LATEST TOPICS

Oracle 12c RAC: Solving ‘Grid Infrastructure Management Repository connection error’

While trying to query the management repository path using OCLUMON utility, I was receiving the following error.

---//
---// error while accessing management repository //---
---//
myracserver1 {/home/oracle}: $GRID_HOME/bin/oclumon manage -get reppath
Connection Error. Could not get RepPath.
myracserver1 {/home/oracle}:

Trying to issue dumpnodeview command, generated following errors.

---//
---// error while running dumpnodeview //---
---//
myracserver1 {/home/oracle}: $GRID_HOME/bin/oclumon dumpnodeview -allnodes
CRS-9118-Grid Infrastructure Management Repository connection error
 ORA-12514: TNS:listener does not currently know of service requested in connect descriptor

From the error, it is evident that OCLUMON utility is not able to establish a connection with the management repository database. However, there is not enough information available in the error messages to draw any conclusion. We need to find more details related to this error.

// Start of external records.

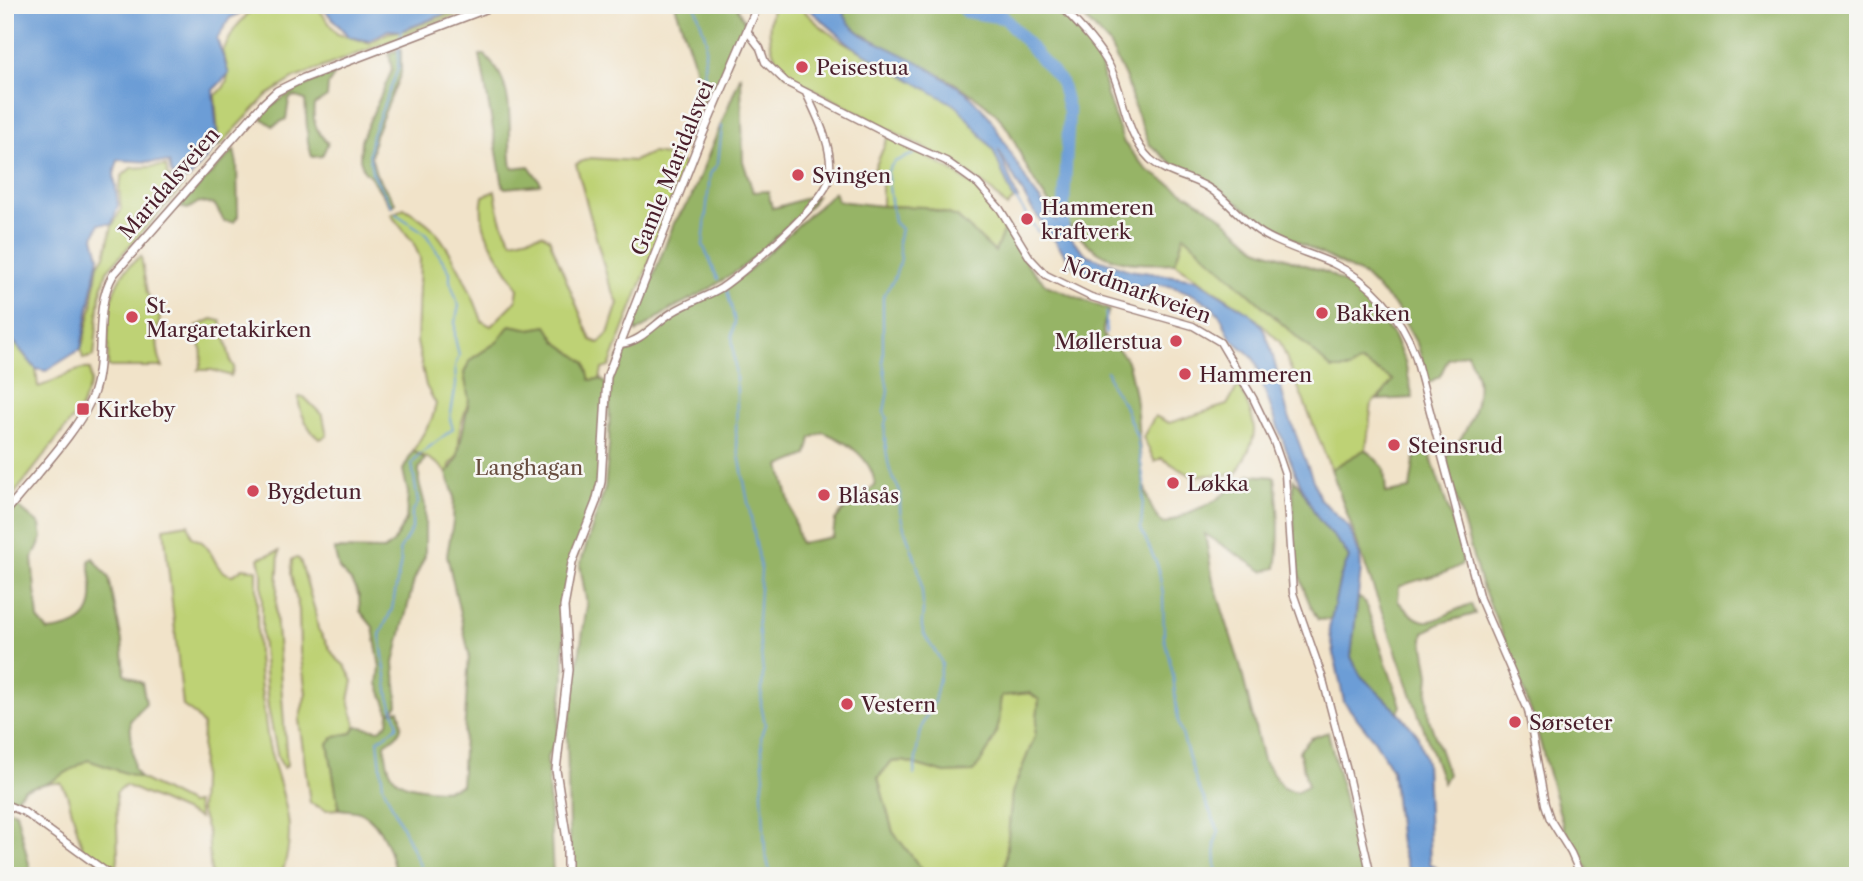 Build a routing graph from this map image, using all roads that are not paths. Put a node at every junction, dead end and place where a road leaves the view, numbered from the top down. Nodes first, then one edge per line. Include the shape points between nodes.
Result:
1 (496, 5) edge
2 (758, 5) edge
3 (1060, 5) edge
4 (747, 31) junction
5 (806, 93) junction
6 (620, 344) junction
7 (5, 513) edge
8 (5, 804) edge
9 (112, 876) edge
10 (566, 876) edge
11 (1371, 876) edge
12 (1581, 876) edge

1 - 7 street, Maridalsveien via 304,78 262,104 113,275 105,295 98,372 90,402
2 - 4 street, Gamle Maridalsvei
3 - 12 street via 1109,66 1134,135 1149,158 1214,191 1265,235 1352,275 1381,298 1401,323 1415,355 1480,599 1528,710 1547,812
4 - 5 street, Nordmarkveien via 777,76
4 - 6 street, Gamle Maridalsvei
5 - 6 street via 830,156 829,182 819,198 725,285 674,311 634,341
5 - 11 street, Nordmarkveien via 966,174 1000,209 1035,265 1054,281 1091,297 1193,326 1220,342 1275,442 1285,474 1293,593 1322,676
6 - 10 street, Gamle Maridalsvei via 606,385 599,492 565,592 568,670 556,770 567,840
8 - 9 street via 24,812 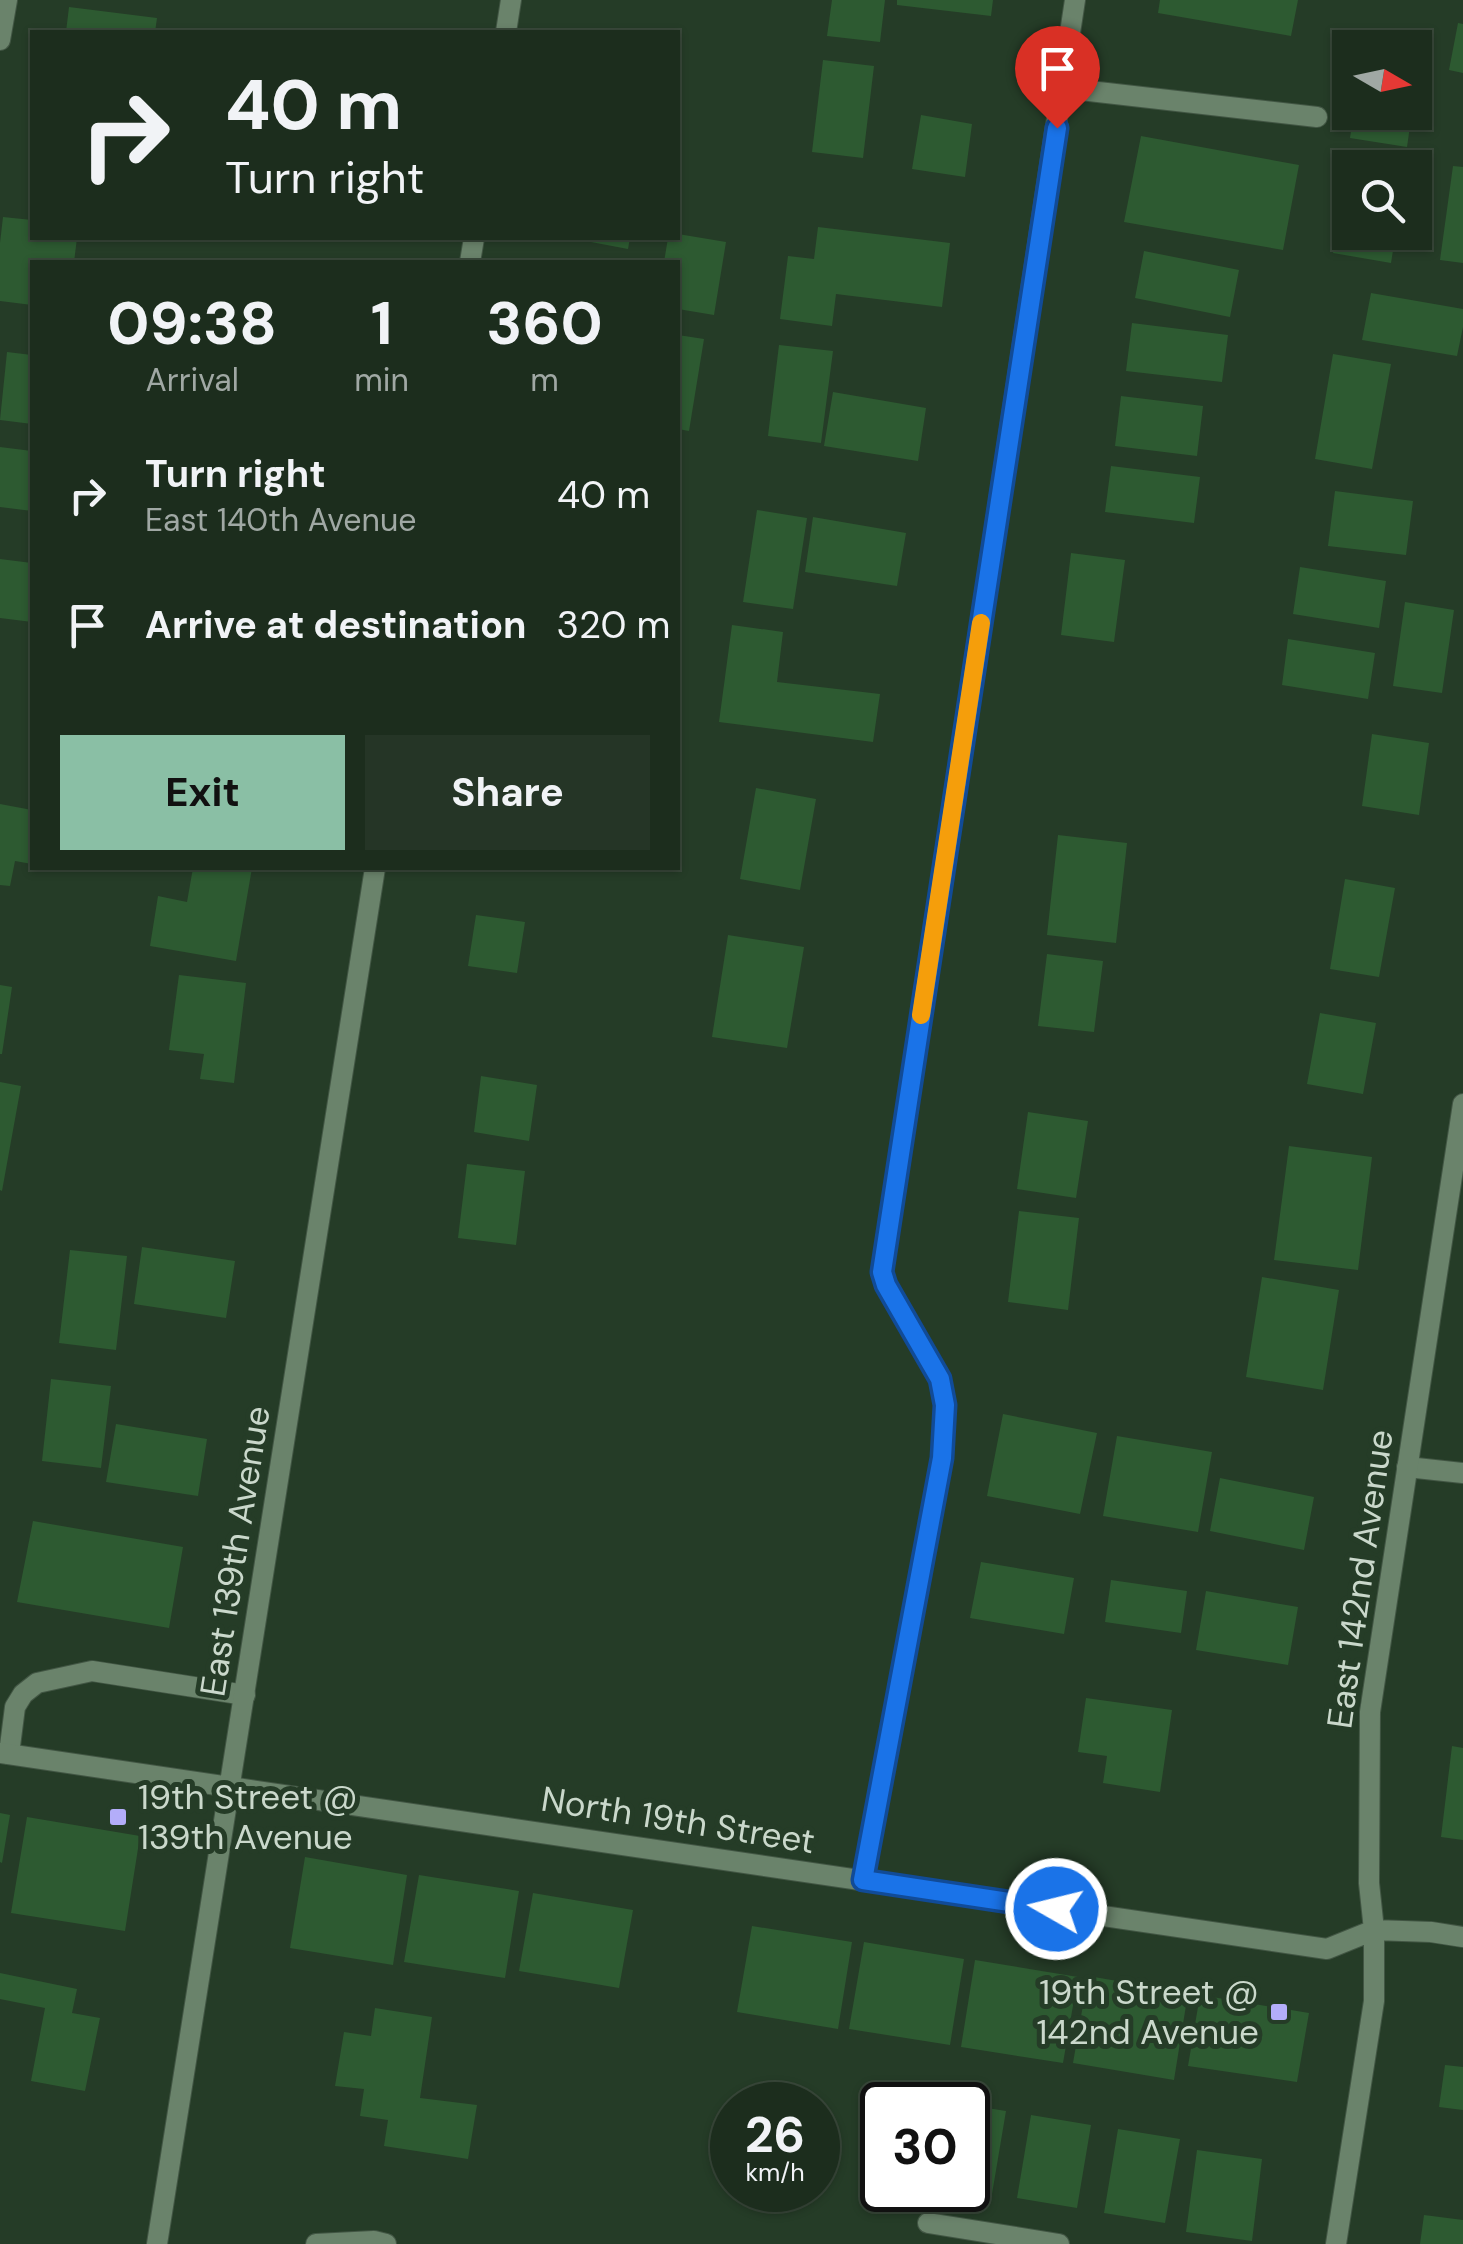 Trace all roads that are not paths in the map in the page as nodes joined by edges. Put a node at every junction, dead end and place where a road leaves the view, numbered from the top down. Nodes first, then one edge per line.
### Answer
1 (6, 0) edge
2 (511, 0) edge
3 (1075, 0) edge
4 (506, 30) edge
5 (0, 40) edge
6 (1063, 88) junction
7 (1318, 117) dead end
8 (375, 870) edge
9 (1463, 1104) edge
10 (1407, 1467) junction
11 (1463, 1474) edge
12 (245, 1696) junction
13 (4, 1753) edge
14 (231, 1785) junction
15 (863, 1880) junction
16 (1374, 1930) junction
17 (1463, 1936) edge
18 (928, 2223) dead end
19 (157, 2244) edge
20 (316, 2244) edge
21 (386, 2244) edge
22 (1059, 2244) edge
23 (1336, 2244) edge

1 - 5 street
2 - 4 street
3 - 6 street
6 - 7 street
6 - 15 street
8 - 12 street, East 139th Avenue
9 - 10 street, East 142nd Avenue
10 - 11 street
10 - 16 street, East 142nd Avenue
12 - 13 street
12 - 14 street, East 139th Avenue
13 - 14 street, North 19th Street
14 - 15 street, North 19th Street
14 - 19 street, East 139th Avenue
15 - 16 street, North 19th Street
16 - 17 street, North 19th Street
16 - 23 street, East 142nd Avenue
18 - 22 street
20 - 21 street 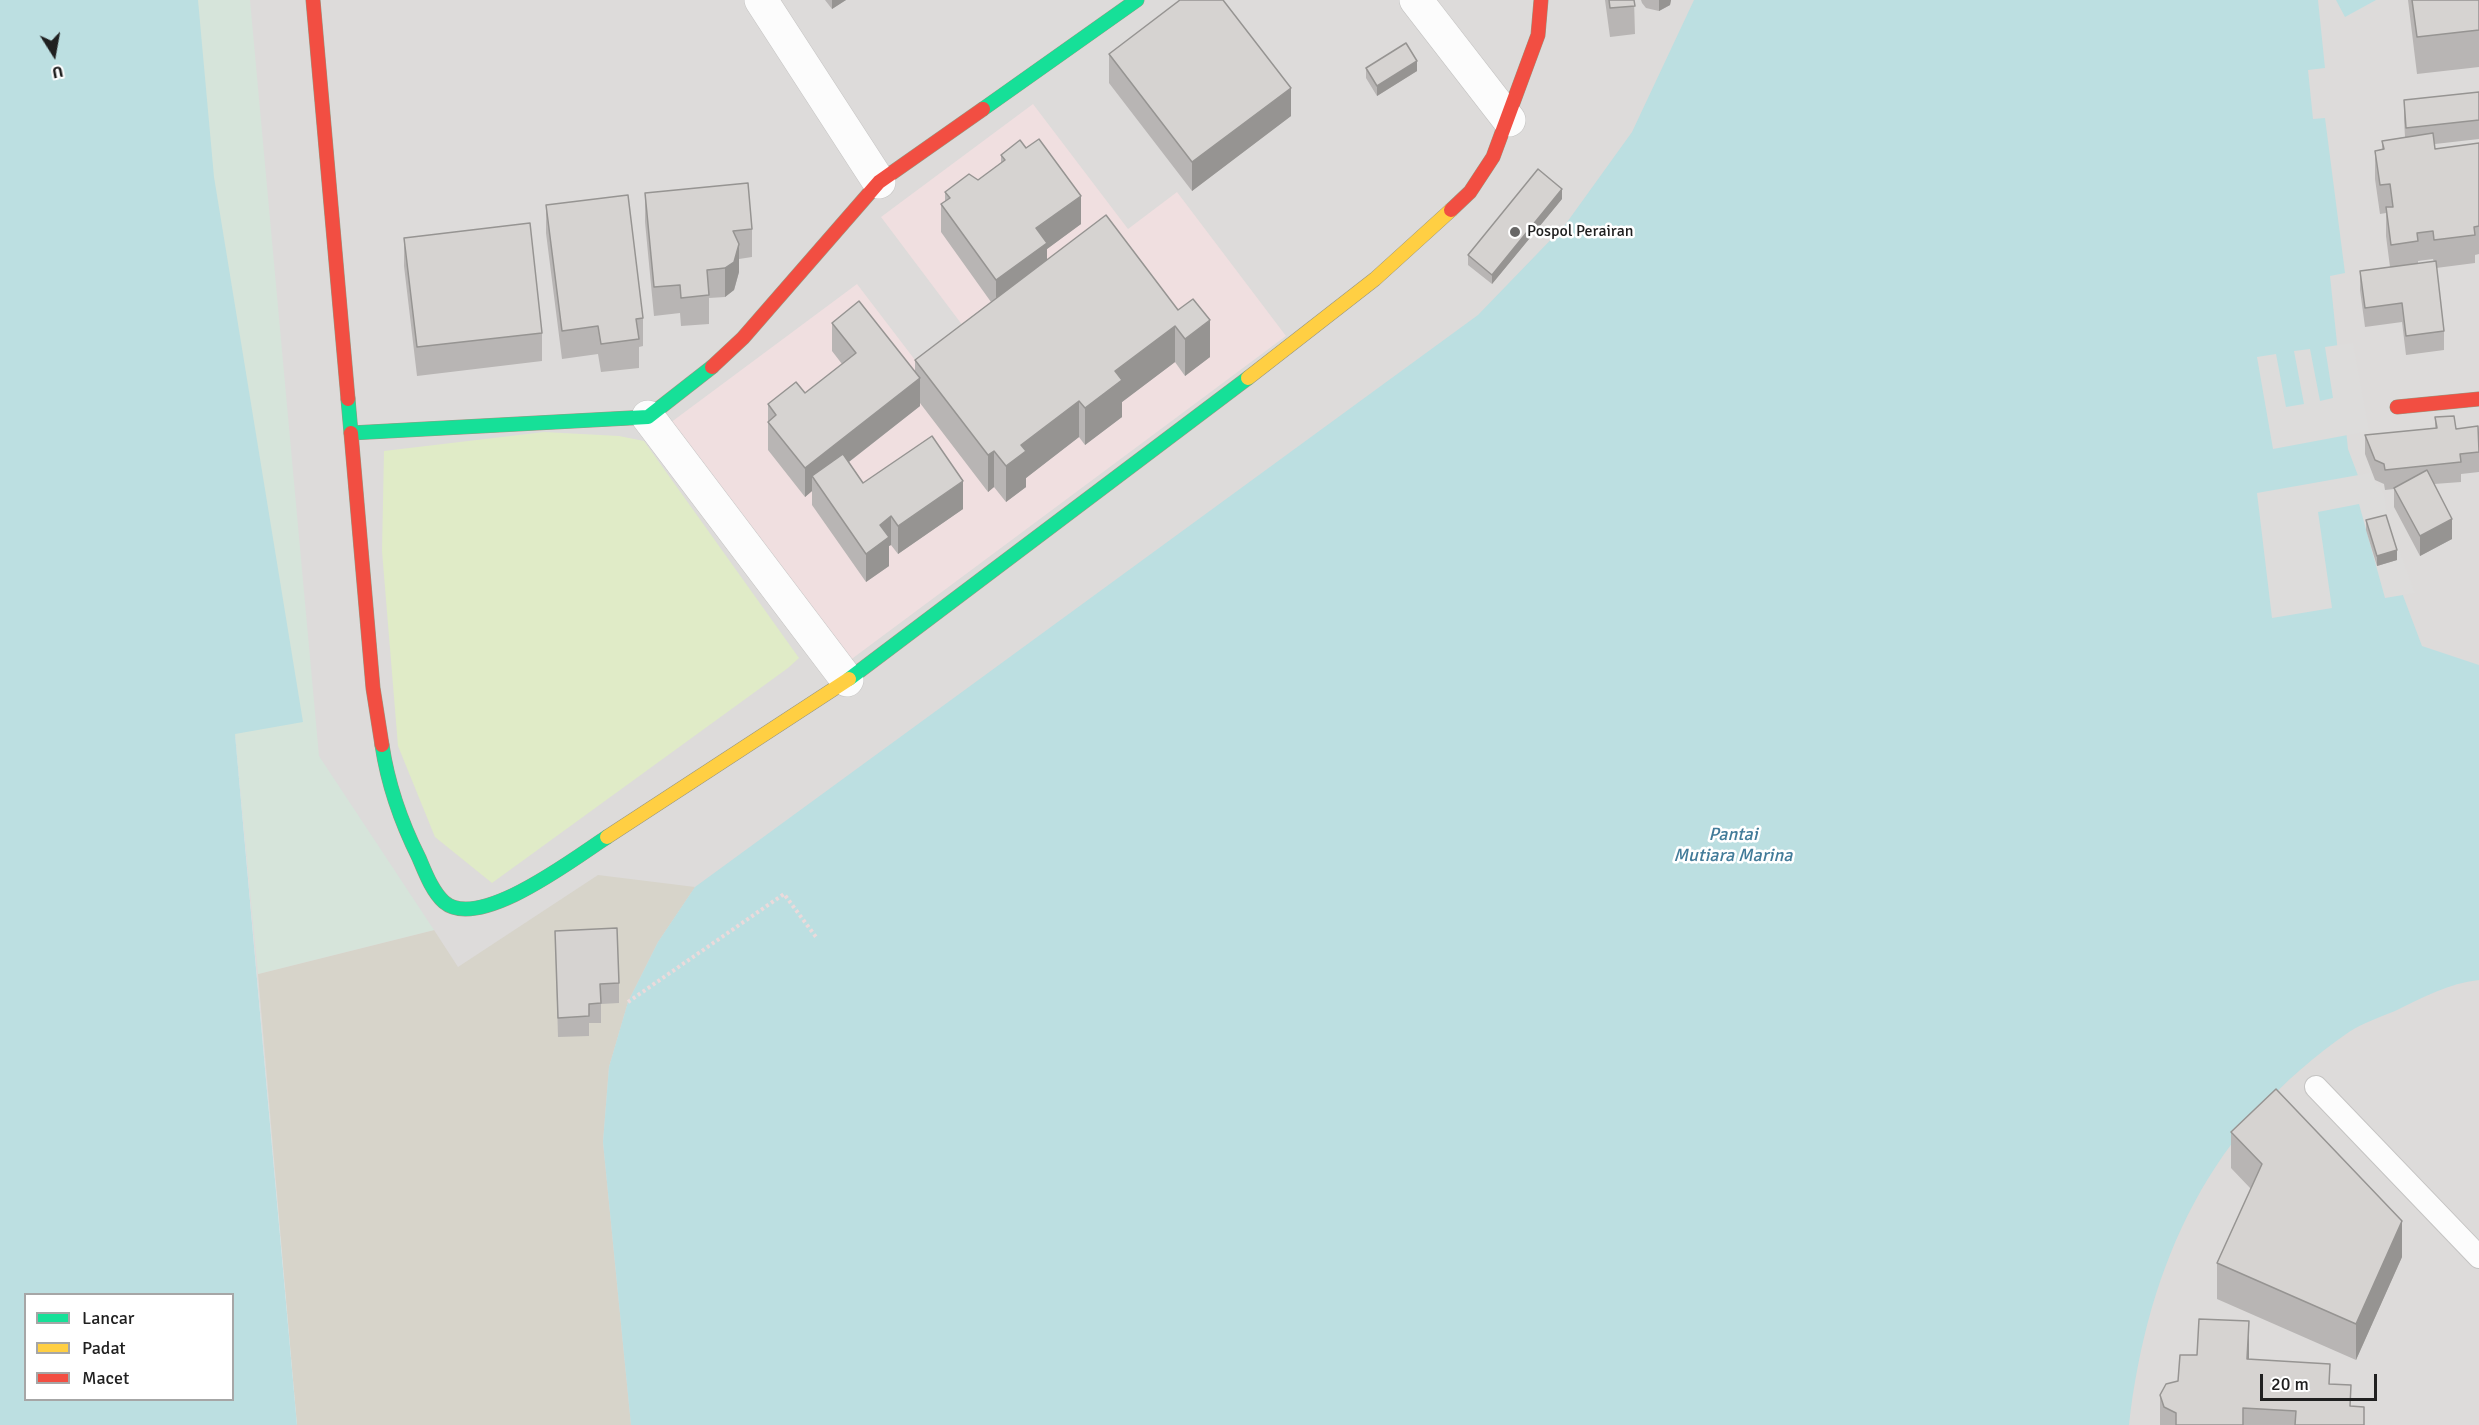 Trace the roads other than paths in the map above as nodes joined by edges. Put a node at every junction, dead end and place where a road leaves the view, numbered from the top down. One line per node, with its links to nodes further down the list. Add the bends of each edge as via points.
1 (313, 0): 11 (street)
2 (761, 0): 7 (street)
3 (1137, 0): 7 (street)
4 (1416, 0): 6 (street)
5 (1541, 0): 6 (street, via 1538,35)
6 (1509, 120): 12 (street, via 1493,157 1470,192 1375,279 1156,450)
7 (879, 182): 10 (street, via 743,338)
8 (2479, 399): 9 (street)
9 (2397, 407)
10 (648, 417): 11 (street); 12 (street)
11 (351, 433): 12 (street, via 373,688 386,773 402,824 432,886 444,902 457,909 495,903 533,885)
12 (847, 680)
13 (2316, 1087): 14 (lane)
14 (2479, 1257)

We know that, it is the Cluster Logger Service (ologgerd) which communicates with the management repository; which means we can find additional details about this error in the ologgerd (Cluseter Logger Service) trace file. To be able to find the ologgerd service trace file, we need to first identify the node in which ologgerd service is running (We can have one ologgerd service per 32 cluster nodes). We can do that using OCLUMON utility as shown below.

---//
---// locating node hosting the logger service //---
---//
myracserver1 {/home/oracle}: $GRID_HOME/bin/oclumon manage -get mylogger

Logger = myracserver2

We have the ologgerd service running on node myracserver2 and we need to login to that node, to view the trace logs related to the connection error. Let’s login to the cluster node myracserver2.

---//
---// login to node hosting ologgerd service //---
---//
myracserver1 {/home/oracle}: ssh myracserver2
Last login: Tue Feb 23 03:06:33 2016 from myracserver1
myracserver2 {/home/oracle}:

---//
---// verify ologgerd service is running there //---
---//
myracserver2 {/home/oracle}: ps -ef | grep ologgerd
root      2814     1  1 Jan26 ?        08:09:35 /app/grid/12.1.0.2/bin/ologgerd -M -d /app/grid/12.1.0.2/crf/db/myracserver2
oracle   32564 32235  0 09:37 pts/0    00:00:00 grep ologgerd

As we know, with Oracle 12c all the Clusterware logs are centralized under the $ADR_BASE/diag/crs/`hostname`/crs location, we can find the ologgerd service trace files under this centralized log directory. Let’s find the ologgerd service trace file

---//
---// querying adrci to find the trace home //---
---//
myracserver2 {/home/oracle}: adrci

ADRCI: Release 12.1.0.2.0 - Production on Fri Feb 26 09:39:39 2016

Copyright (c) 1982, 2014, Oracle and/or its affiliates.  All rights reserved.

ADR base = "/app/oracle"
adrci> show homes
ADR Homes:
diag/rdbms/_mgmtdb/-MGMTDB
diag/tnslsnr/myracserver2/mgmtlsnr
diag/crs/myracserver2/crs
adrci> exit

---//
---// moving to clusterware trace directory //--- 
---//
myracserver2 {/home/oracle}: cd /app/oracle/diag/crs/myracserver2/crs/trace
myracserver2 {/app/oracle/diag/crs/myracserver2/crs/trace}:

---//
---// locating ologgerd service trace file //---
---//
myracserver2 {/app/oracle/diag/crs/myracserver2/crs/trace}: ls -lrt ologgerd.trc
-rw-rw---- 1 root oinstall 804345 Feb 26 09:36 ologgerd.trc

We have now located the ologgerd service trace file, lets find out the error details from this trace file.

---//
---// viewing additional error details from ologgerd.trc //---
---//
2016-02-26 09:47:36.795608 :  CRFOCI:2608355072: crfoci_conn_create: Connection string discoverd
2016-02-26 09:47:36.820389 :  CRFOCI:2608355072: crfoci_conn_create: Trying to connect to (DESCRIPTION = (ADDRESS = (PROTOCOL = tcp)(HOST = 192.168.230.10)(PORT = 1521))(CONNECT_DATA = (SERVICE_NAME = my_rac_cluster))).
2016-02-26 09:51:10.616175 :  CRFOCI:2608355072: crfoci_conn_create: Connection string discoverd
2016-02-26 09:51:10.659797 :  CRFOCI:2608355072: crfoci_conn_create: Trying to connect to (DESCRIPTION = (ADDRESS = (PROTOCOL = tcp)(HOST = 192.168.230.10)(PORT = 1521))(CONNECT_DATA = (SERVICE_NAME = my_rac_cluster))).
2016-02-26 09:51:10.807416 :  CRFOCI:2608355072: crfoci_checkerr: Error - OCI_ERROR ORA-12514: TNS:listener does not currently know of service requested in connect descriptor

Now, we have more details related to the connection error. It looks like, ologgerd service is not able to establish a database connection to the management repository as the listener is not aware of the service_name (my_rac_cluster) used to establish the connection.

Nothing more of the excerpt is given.